*Your instructions*
Going from the top of the listing below to the line that holds "filter:drop-shadow(1px 0 #a69689)", reproduce each line exactly; no pictures.

Entries supplied START

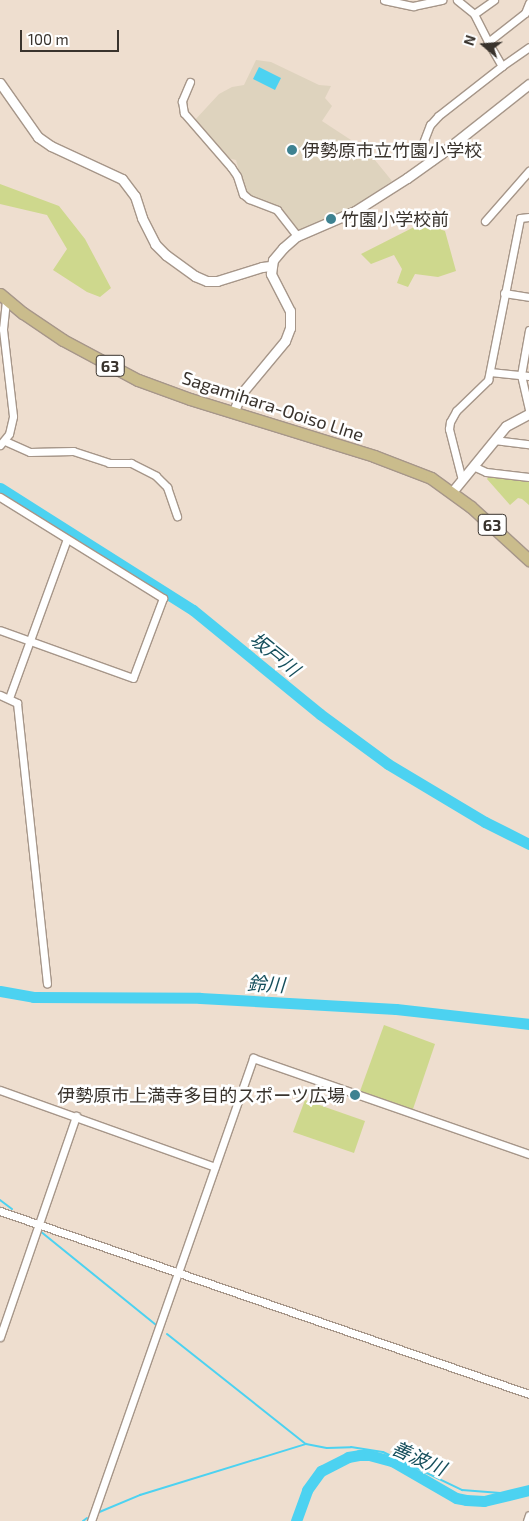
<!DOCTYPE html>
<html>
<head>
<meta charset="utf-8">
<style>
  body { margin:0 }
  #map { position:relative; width:529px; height:1521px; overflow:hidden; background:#eedecf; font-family:"Exo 2","Noto Sans JP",sans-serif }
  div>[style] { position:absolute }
  .education>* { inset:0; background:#ded3be }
  .green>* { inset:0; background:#ced88d }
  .water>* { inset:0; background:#4cd2f1 }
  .stream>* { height:2px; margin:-1px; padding:0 1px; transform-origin:1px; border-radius:1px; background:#4cd2f1 }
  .river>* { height:11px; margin:-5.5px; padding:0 5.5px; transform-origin:5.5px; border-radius:5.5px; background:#4cd2f1 }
  .roads { filter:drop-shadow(1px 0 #a69689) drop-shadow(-1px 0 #a69689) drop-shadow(0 1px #a69689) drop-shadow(0 -1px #a69689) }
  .minor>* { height:7px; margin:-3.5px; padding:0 3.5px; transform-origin:3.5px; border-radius:3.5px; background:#fff }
  .tertiary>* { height:9px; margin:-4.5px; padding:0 4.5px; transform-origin:4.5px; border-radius:4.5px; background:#fff }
  .primary>* { height:11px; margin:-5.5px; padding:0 5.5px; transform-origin:5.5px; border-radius:5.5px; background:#cabc8c }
  .dots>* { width:14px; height:14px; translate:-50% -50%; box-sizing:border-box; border:2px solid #fff; border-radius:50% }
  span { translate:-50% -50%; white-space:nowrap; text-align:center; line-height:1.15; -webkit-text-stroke:5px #fff; paint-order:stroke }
  .shield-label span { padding:1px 4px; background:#fff; border:1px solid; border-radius:4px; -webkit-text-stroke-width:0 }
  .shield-label { font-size:16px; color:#39332d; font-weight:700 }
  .poi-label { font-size:18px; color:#39332d }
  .left { translate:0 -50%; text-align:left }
  .right { translate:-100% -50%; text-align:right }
  .street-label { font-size:18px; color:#39332d }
  .water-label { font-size:19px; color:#164f5c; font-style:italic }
  .north { position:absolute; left:459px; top:20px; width:50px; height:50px; -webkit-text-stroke:4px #fff; paint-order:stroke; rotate:288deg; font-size:14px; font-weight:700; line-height:20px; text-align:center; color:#39332d }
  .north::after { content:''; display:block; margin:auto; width:18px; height:22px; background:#39332d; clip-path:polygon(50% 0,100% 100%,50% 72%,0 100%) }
  .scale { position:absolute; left:20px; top:30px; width:99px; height:22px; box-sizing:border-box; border:2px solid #39332d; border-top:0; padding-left:6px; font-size:15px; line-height:18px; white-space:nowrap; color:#39332d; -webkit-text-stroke:4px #fff; paint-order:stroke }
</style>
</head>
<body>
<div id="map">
  <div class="education">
    <div style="clip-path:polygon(256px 60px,271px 62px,319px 85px,331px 86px,325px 98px,332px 106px,322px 121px,354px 142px,361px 143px,392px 181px,351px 209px,298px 231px,294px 230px,278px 208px,252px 198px,245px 193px,236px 160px,224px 157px,194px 121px,219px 94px,232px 87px,244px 85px)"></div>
  </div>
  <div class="green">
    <div style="clip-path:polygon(0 184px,59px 206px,85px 239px,111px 288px,100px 297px,87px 292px,53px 270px,67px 249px,47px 215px,0 204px)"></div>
    <div style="clip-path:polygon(422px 223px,445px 231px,456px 271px,438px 277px,415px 274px,408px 287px,397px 283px,402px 269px,394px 255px,371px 264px,361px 254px)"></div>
    <div style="clip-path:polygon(489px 476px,529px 480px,529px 505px,522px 499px,518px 498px,510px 505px,487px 479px)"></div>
    <div style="clip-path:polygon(384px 1025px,435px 1044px,412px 1112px,359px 1094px)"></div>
    <div style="clip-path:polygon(305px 1100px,365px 1121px,354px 1153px,293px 1132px)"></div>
  </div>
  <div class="water">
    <div style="clip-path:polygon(259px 67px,281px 78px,275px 90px,253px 79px)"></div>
  </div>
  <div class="stream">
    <div style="left:0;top:1200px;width:15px;rotate:37deg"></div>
    <div style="left:40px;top:1231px;width:149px;rotate:39deg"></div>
    <div style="left:167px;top:1334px;width:177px;rotate:38.4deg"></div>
    <div style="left:97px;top:1513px;width:47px;rotate:-22.7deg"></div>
    <div style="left:140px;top:1495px;width:174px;rotate:-17.1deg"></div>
    <div style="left:306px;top:1444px;width:21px;rotate:11deg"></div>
    <div style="left:327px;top:1448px;width:24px;rotate:-2deg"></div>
    <div style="left:351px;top:1447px;width:32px;rotate:9deg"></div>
    <div style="left:383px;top:1452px;width:88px;rotate:25.7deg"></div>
    <div style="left:462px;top:1490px;width:51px;rotate:4.5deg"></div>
    <div style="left:83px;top:1521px;width:5px;rotate:-37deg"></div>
  </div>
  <div class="river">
    <div style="left:0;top:488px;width:228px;rotate:32.3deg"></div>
    <div style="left:193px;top:610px;width:164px;rotate:39.3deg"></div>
    <div style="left:320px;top:714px;width:84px;rotate:36.3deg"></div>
    <div style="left:388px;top:764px;width:113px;rotate:30.9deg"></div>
    <div style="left:485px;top:822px;width:49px;rotate:26.6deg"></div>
    <div style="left:0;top:991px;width:34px;rotate:10deg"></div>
    <div style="left:33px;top:997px;width:167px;rotate:0.3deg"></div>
    <div style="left:200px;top:998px;width:196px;rotate:3.2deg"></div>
    <div style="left:396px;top:1009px;width:134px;rotate:6.4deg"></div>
    <div style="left:296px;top:1521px;width:33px;rotate:-70deg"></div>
    <div style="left:307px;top:1490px;width:24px;rotate:-54deg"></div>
    <div style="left:321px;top:1471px;width:30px;rotate:-27deg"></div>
    <div style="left:348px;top:1457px;width:11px;rotate:-10deg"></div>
    <div style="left:359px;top:1455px;width:10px"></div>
    <div style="left:369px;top:1455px;width:24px;rotate:15deg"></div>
    <div style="left:392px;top:1461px;width:74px;rotate:30deg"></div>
    <div style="left:456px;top:1498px;width:10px;rotate:11deg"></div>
    <div style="left:466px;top:1500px;width:18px;rotate:3deg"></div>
    <div style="left:484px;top:1501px;width:46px;rotate:-13.7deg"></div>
  </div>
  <div class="roads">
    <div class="minor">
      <div style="left:384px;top:0;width:30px;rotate:12deg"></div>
      <div style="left:413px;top:6px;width:30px;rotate:-12deg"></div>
      <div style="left:457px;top:0;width:22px;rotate:39deg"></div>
      <div style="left:494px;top:0;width:24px;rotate:145deg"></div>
      <div style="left:474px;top:14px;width:31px;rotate:63deg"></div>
      <div style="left:488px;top:42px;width:47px;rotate:-38.1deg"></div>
      <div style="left:525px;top:13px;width:11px;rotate:-68deg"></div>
      <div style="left:488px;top:42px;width:28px;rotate:60deg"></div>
      <div style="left:502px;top:66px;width:33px;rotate:-35deg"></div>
      <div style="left:190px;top:82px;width:21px;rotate:113deg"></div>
      <div style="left:182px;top:101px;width:12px;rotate:81deg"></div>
      <div style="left:184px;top:113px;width:72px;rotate:49deg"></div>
      <div style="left:231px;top:167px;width:11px;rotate:56deg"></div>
      <div style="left:237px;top:176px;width:19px;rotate:72deg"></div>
      <div style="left:243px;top:194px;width:8px;rotate:40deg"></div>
      <div style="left:249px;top:199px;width:30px;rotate:21deg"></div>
      <div style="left:277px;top:210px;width:33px;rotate:52deg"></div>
      <div style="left:432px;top:161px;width:17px;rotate:-130deg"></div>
      <div style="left:421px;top:148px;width:25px;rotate:-69deg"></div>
      <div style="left:430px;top:125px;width:12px;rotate:-48deg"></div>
      <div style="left:438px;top:116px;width:81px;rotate:-38deg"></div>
      <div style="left:485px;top:221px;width:67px;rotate:-48.7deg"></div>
      <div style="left:504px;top:293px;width:25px;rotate:9deg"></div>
      <div style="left:529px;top:330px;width:46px;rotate:100.1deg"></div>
      <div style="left:521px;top:375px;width:36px;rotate:77deg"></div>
      <div style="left:490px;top:372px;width:39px;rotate:6deg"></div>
      <div style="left:494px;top:440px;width:35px;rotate:7deg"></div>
      <div style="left:5px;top:441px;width:27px;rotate:24deg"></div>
      <div style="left:30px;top:452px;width:43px;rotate:-1.3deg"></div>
      <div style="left:73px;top:451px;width:38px;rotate:18deg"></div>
      <div style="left:109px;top:463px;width:22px"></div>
      <div style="left:131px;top:463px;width:28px;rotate:27deg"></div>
      <div style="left:156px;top:476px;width:16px;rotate:45deg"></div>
      <div style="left:167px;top:487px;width:31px;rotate:71deg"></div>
      <div style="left:0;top:445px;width:14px;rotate:-51deg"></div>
      <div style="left:9px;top:434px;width:18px;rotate:-77deg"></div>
      <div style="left:13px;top:416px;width:88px;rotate:-96.6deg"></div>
      <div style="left:3px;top:329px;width:30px;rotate:-84deg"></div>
      <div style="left:473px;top:466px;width:14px;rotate:25deg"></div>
      <div style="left:486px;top:472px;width:43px;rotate:6.6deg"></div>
      <div style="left:462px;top:480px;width:53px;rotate:-104.3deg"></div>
      <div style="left:449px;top:429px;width:7px;rotate:-82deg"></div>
      <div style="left:450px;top:422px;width:13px;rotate:-61deg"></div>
      <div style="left:456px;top:411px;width:45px;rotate:-44.1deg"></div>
      <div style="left:488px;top:380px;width:165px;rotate:-78.8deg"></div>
      <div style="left:520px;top:218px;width:9px;rotate:-6deg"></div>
      <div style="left:0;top:497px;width:192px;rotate:31.8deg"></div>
      <div style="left:163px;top:598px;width:85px;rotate:110.6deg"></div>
      <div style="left:133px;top:678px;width:141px;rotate:-160.2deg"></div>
      <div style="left:0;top:695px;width:19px;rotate:25deg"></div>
      <div style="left:17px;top:703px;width:282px;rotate:83.9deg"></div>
      <div style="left:9px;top:698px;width:169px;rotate:-70deg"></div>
      <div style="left:0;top:1090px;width:228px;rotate:19.7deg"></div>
      <div style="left:0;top:1211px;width:560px;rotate:19.08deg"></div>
      <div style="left:0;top:1337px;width:234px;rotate:-71deg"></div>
      <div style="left:91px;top:1521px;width:491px;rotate:-70.7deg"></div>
      <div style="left:253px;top:1058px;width:292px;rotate:19.2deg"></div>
      <div style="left:527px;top:1521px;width:6px;rotate:-72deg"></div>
    </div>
    <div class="tertiary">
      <div style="left:0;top:83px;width:66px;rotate:54.9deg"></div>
      <div style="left:38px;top:137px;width:16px;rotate:35deg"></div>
      <div style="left:51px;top:146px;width:78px;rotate:24.9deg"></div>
      <div style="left:122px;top:179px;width:21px;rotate:53deg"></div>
      <div style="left:135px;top:196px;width:23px;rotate:72deg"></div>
      <div style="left:142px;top:218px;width:29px;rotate:63deg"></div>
      <div style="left:155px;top:244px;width:16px;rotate:45deg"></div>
      <div style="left:166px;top:255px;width:36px;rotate:36deg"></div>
      <div style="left:195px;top:276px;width:13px;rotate:23deg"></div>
      <div style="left:207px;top:281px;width:10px"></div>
      <div style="left:217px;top:281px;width:47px;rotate:-17.3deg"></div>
      <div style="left:262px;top:267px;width:8px;rotate:-7deg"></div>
      <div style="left:234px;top:411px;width:18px;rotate:-68deg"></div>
      <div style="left:241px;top:394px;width:69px;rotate:-50.3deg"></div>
      <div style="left:285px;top:341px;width:14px;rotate:-69deg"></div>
      <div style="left:290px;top:328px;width:17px;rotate:-90deg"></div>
      <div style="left:290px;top:311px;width:42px;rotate:-117.2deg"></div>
      <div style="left:271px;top:274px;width:14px;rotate:-82deg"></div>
      <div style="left:273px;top:260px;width:16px;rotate:-50deg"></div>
      <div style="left:283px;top:248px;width:18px;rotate:-41deg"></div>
      <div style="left:297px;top:236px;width:63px;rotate:-23.3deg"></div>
      <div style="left:355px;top:211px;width:62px;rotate:-32.4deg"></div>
      <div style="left:407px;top:178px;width:43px;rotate:-35.5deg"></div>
      <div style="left:442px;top:153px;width:111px;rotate:-38.4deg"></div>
      <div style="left:452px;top:492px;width:85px;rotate:-50.7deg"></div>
      <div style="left:506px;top:426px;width:26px;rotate:-28deg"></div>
    </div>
    <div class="primary">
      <div style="left:0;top:294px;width:30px;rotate:40deg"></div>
      <div style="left:23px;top:313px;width:48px;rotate:34deg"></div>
      <div style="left:63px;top:340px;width:85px;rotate:28.1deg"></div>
      <div style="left:138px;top:380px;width:55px;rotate:20.1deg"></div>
      <div style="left:190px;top:399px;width:193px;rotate:17.2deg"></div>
      <div style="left:374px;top:456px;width:61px;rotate:21.1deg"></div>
      <div style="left:431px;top:478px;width:49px;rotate:35.9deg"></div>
      <div style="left:471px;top:507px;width:79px;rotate:42.4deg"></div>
    </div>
  </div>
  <div class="dots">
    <div style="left:292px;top:150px;background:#3e8291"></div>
    <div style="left:331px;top:219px;background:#3e8291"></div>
    <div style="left:355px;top:1095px;background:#3e8291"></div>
  </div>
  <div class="shield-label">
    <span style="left:110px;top:366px">63</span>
    <span style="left:492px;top:525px">63</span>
  </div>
  <div class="poi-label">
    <span class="left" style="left:302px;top:150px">伊勢原市立竹園小学校</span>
    <span class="left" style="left:341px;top:219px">竹園小学校前</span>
    <span class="right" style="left:345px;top:1095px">伊勢原市上満寺多目的スポーツ広場</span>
  </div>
  <div class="street-label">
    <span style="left:273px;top:406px;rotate:18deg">Sagamihara-Ooiso LIne</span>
  </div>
  <div class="water-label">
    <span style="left:275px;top:654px;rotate:39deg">坂戸川</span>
    <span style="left:266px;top:984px;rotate:3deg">鈴川</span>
    <span style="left:419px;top:1458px;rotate:24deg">善波川</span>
  </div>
  <div class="north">N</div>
  <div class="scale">100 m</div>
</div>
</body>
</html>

Entries supplied END

*The completed task*
<!DOCTYPE html>
<html>
<head>
<meta charset="utf-8">
<style>
  body { margin:0 }
  #map { position:relative; width:529px; height:1521px; overflow:hidden; background:#eedecf; font-family:"Exo 2","Noto Sans JP",sans-serif }
  div>[style] { position:absolute }
  .education>* { inset:0; background:#ded3be }
  .green>* { inset:0; background:#ced88d }
  .water>* { inset:0; background:#4cd2f1 }
  .stream>* { height:2px; margin:-1px; padding:0 1px; transform-origin:1px; border-radius:1px; background:#4cd2f1 }
  .river>* { height:11px; margin:-5.5px; padding:0 5.5px; transform-origin:5.5px; border-radius:5.5px; background:#4cd2f1 }
  .roads { filter:drop-shadow(1px 0 #a69689) drop-shadow(-1px 0 #a69689) drop-shadow(0 1px #a69689) drop-shadow(0 -1px #a69689) }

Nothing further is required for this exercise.